◆ Aim of the task ◆
Each line that holds the word "Left" counts once; give the total for the records below and nothing else.

Dataset content section start

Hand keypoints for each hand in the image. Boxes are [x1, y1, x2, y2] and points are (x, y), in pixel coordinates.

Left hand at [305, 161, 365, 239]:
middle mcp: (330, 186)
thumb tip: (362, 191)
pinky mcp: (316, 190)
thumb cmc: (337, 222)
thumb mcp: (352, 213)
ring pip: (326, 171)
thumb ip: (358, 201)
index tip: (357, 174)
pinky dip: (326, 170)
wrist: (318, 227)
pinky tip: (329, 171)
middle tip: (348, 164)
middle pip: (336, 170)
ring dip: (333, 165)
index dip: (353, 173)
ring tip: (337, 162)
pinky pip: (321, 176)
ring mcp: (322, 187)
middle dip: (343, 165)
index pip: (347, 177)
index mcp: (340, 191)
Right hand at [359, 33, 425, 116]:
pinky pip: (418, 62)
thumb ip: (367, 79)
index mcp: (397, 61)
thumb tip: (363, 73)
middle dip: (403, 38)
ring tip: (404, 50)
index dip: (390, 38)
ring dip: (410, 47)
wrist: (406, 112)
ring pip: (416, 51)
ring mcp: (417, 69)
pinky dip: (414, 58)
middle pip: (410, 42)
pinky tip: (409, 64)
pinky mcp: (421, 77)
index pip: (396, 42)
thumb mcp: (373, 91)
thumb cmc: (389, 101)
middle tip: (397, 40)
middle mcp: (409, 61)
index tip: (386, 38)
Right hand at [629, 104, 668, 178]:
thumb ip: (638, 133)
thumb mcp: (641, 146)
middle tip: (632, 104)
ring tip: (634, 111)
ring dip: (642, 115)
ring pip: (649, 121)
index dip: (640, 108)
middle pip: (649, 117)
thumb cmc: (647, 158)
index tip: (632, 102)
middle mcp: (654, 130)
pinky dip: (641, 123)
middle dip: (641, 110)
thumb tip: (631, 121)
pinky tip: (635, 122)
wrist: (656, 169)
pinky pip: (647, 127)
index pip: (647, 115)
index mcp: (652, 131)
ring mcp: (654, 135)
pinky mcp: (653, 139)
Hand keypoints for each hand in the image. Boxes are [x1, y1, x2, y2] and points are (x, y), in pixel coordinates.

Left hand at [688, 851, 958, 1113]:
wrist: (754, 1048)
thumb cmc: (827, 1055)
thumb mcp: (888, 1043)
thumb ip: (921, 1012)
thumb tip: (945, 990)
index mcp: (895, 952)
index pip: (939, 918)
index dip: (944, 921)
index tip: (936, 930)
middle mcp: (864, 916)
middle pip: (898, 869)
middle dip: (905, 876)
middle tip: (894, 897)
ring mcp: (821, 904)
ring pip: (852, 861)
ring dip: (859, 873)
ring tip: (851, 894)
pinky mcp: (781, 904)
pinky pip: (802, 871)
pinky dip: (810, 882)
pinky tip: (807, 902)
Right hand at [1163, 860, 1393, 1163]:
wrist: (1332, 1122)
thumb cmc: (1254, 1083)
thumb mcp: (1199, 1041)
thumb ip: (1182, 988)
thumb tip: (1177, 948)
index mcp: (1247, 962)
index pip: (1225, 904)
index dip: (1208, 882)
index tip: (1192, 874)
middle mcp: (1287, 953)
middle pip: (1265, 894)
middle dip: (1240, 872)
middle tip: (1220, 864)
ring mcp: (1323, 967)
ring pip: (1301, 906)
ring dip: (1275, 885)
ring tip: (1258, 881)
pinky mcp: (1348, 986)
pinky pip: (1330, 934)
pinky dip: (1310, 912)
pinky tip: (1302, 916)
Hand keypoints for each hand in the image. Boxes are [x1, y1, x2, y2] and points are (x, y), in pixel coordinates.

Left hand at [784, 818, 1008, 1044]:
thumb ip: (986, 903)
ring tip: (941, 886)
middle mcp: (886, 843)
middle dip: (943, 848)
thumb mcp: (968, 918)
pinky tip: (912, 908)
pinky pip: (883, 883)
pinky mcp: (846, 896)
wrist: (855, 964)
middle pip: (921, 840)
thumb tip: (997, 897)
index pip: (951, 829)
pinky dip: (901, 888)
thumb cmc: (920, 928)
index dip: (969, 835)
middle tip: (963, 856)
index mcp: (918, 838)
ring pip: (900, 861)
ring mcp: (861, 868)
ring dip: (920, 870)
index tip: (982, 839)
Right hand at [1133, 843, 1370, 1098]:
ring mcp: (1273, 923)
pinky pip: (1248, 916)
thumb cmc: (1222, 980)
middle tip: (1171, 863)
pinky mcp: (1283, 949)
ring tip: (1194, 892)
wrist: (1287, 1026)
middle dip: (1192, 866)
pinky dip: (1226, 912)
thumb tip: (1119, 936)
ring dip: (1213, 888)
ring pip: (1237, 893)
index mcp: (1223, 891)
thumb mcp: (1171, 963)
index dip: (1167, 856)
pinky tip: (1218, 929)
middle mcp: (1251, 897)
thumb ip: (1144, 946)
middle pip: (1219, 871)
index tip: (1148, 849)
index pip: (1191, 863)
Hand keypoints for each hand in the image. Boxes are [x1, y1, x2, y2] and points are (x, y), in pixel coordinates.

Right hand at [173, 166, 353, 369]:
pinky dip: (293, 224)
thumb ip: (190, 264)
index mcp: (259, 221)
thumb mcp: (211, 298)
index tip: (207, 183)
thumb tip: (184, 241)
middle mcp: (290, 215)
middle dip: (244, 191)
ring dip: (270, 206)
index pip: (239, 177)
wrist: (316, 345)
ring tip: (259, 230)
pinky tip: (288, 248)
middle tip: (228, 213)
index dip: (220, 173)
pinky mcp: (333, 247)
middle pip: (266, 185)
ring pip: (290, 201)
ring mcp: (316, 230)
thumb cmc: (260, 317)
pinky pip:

Dataset content section end

◆ Written solution ◆
3